## REQUIREMENT
Here the job is to transcribe the data verbatim while leaving each picture out.

## DATA

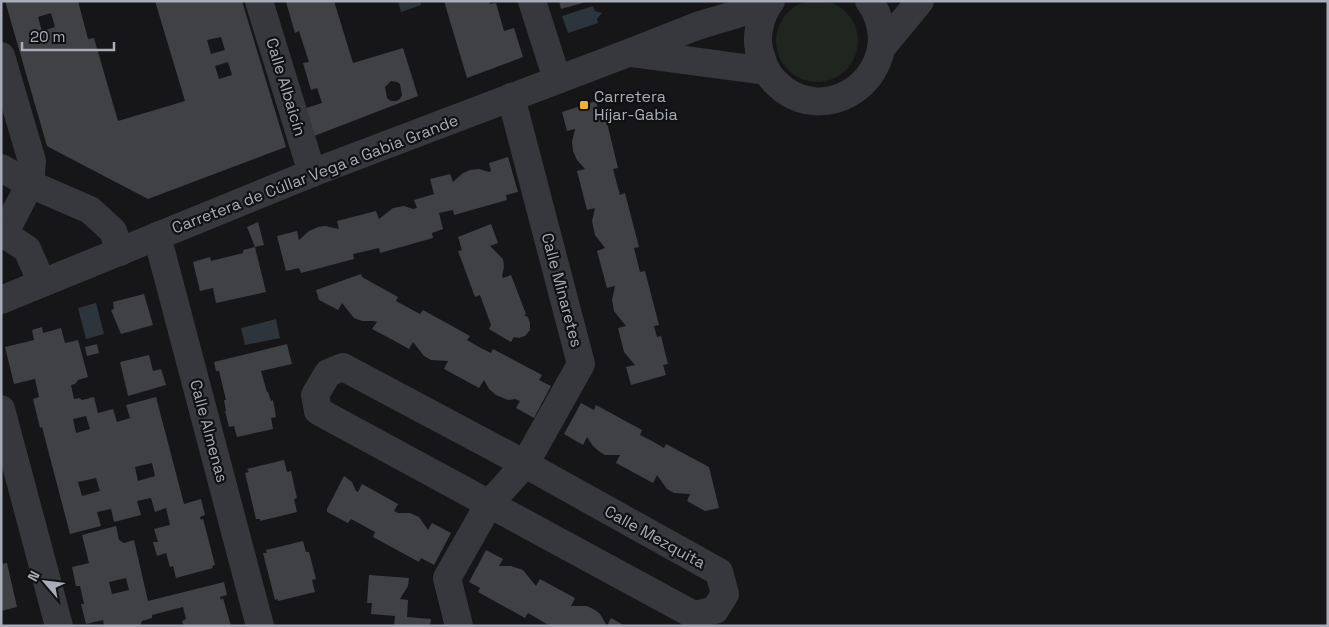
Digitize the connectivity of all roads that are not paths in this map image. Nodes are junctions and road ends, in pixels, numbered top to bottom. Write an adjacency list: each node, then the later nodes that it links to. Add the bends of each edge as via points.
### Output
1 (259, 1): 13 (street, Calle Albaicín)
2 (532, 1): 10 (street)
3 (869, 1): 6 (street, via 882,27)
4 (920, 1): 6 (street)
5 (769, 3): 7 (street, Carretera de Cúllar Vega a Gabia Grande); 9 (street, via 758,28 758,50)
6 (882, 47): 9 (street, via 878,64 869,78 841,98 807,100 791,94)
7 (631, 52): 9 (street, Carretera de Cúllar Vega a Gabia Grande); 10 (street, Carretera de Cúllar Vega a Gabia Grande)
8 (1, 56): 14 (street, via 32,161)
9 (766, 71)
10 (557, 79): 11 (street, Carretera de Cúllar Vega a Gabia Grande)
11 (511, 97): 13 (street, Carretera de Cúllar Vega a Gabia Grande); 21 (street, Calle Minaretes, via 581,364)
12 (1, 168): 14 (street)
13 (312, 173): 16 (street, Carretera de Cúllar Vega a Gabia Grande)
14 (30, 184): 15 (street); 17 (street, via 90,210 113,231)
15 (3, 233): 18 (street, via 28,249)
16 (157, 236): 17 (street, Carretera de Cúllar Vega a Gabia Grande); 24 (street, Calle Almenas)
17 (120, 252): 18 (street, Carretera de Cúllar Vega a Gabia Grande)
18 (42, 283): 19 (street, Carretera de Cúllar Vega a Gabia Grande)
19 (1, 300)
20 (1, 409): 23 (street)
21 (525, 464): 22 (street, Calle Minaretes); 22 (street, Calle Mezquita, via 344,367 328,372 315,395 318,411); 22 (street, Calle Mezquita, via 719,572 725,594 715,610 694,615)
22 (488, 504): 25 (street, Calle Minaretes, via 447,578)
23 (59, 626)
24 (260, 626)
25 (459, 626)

## OUTPUT BELOW
Digitize the connectivity of all roads that are not paths in this map image. Nodes are junctions and road ends, in pixels, numbered top to bottom. Write an adjacency list: each node, then the later nodes that it links to. Add the bends of each edge as via points.
### Output
1 (259, 1): 13 (street, Calle Albaicín)
2 (532, 1): 10 (street)
3 (869, 1): 6 (street, via 882,27)
4 (920, 1): 6 (street)
5 (769, 3): 7 (street, Carretera de Cúllar Vega a Gabia Grande); 9 (street, via 758,28 758,50)
6 (882, 47): 9 (street, via 878,64 869,78 841,98 807,100 791,94)
7 (631, 52): 9 (street, Carretera de Cúllar Vega a Gabia Grande); 10 (street, Carretera de Cúllar Vega a Gabia Grande)
8 (1, 56): 14 (street, via 32,161)
9 (766, 71)
10 (557, 79): 11 (street, Carretera de Cúllar Vega a Gabia Grande)
11 (511, 97): 13 (street, Carretera de Cúllar Vega a Gabia Grande); 21 (street, Calle Minaretes, via 581,364)
12 (1, 168): 14 (street)
13 (312, 173): 16 (street, Carretera de Cúllar Vega a Gabia Grande)
14 (30, 184): 15 (street); 17 (street, via 90,210 113,231)
15 (3, 233): 18 (street, via 28,249)
16 (157, 236): 17 (street, Carretera de Cúllar Vega a Gabia Grande); 24 (street, Calle Almenas)
17 (120, 252): 18 (street, Carretera de Cúllar Vega a Gabia Grande)
18 (42, 283): 19 (street, Carretera de Cúllar Vega a Gabia Grande)
19 (1, 300)
20 (1, 409): 23 (street)
21 (525, 464): 22 (street, Calle Minaretes); 22 (street, Calle Mezquita, via 344,367 328,372 315,395 318,411); 22 (street, Calle Mezquita, via 719,572 725,594 715,610 694,615)
22 (488, 504): 25 (street, Calle Minaretes, via 447,578)
23 (59, 626)
24 (260, 626)
25 (459, 626)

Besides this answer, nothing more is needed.